The second chapter of the first volume of the New Cambridge History talks about "The Barbarian Invasion" and coincidentally a paragraph there adds to my point of "depends where" above. It says in the past how they viewed the barbarian invasion (which was largely blamed for the fall of Rome) in western Europe had two versions. Germans and English due to their Germanic roots saw that in positive light, while fellow Romance speaking historians found a catastrophe in the event. The names they used of the that era also sums up this well: Völkerwanderungen vs. les invasions barbares.
So beside what I personally noticed, there could be other angles to approach the question, from country by country differences can exist.
I was thinking about the old Marxist approach of the communism to this. They saw Rome as a classic slaver society, then feudalism brought a step forward for the proletarians to gain their freedom - no doubt due to their heroic class struggles -, since serfdom was one level above slavery. So Early Medieval must have been more positive than Antiquity when the total exploitation of the proletariat was done. Actually I remember the Athenian people's fight to power, similarly the struggle between the plebs and the patricians in the Roman republic, both presented as a victory for the oppressed masses.

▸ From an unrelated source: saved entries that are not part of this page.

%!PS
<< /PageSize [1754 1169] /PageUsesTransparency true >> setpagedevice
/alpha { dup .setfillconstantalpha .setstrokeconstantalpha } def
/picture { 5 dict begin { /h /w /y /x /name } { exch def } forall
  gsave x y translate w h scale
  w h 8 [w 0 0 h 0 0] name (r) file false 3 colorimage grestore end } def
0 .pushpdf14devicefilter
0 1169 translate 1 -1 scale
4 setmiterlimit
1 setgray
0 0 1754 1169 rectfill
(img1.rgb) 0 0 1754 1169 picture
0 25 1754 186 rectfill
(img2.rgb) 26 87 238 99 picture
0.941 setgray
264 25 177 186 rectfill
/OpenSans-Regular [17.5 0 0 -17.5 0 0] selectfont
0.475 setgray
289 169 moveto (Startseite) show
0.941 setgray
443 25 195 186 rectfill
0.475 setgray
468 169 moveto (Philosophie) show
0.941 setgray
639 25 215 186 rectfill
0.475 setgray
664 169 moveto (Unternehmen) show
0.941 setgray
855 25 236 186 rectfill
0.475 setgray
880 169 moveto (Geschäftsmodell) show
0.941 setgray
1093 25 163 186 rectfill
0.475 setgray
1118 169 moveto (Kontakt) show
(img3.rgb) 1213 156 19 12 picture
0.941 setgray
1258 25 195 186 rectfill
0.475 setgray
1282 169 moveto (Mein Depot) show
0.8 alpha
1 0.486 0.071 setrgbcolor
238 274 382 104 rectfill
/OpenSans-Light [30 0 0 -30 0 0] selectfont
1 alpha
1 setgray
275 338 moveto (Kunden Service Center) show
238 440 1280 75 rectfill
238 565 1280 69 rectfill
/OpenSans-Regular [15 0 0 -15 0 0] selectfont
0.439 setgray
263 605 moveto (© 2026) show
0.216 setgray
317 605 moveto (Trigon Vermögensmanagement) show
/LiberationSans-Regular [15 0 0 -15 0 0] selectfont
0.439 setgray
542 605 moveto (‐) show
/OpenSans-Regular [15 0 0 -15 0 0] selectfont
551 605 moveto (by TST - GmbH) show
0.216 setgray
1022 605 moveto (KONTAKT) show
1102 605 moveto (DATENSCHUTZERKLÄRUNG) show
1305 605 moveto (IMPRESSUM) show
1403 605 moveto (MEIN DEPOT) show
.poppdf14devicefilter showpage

I copypaste a few lines here from the chapter I mentioned because it's hilarious:
In particular, the Germanic barbarians, who include most of the migrating groups, and are still often seen as unified by some kind of proto-German ethos or nationality, migrate along tortuously winding routes, represented in historical atlases as a spaghetti-like confusion of coloured arrows, to their eventual goals, almost as if these were predestined.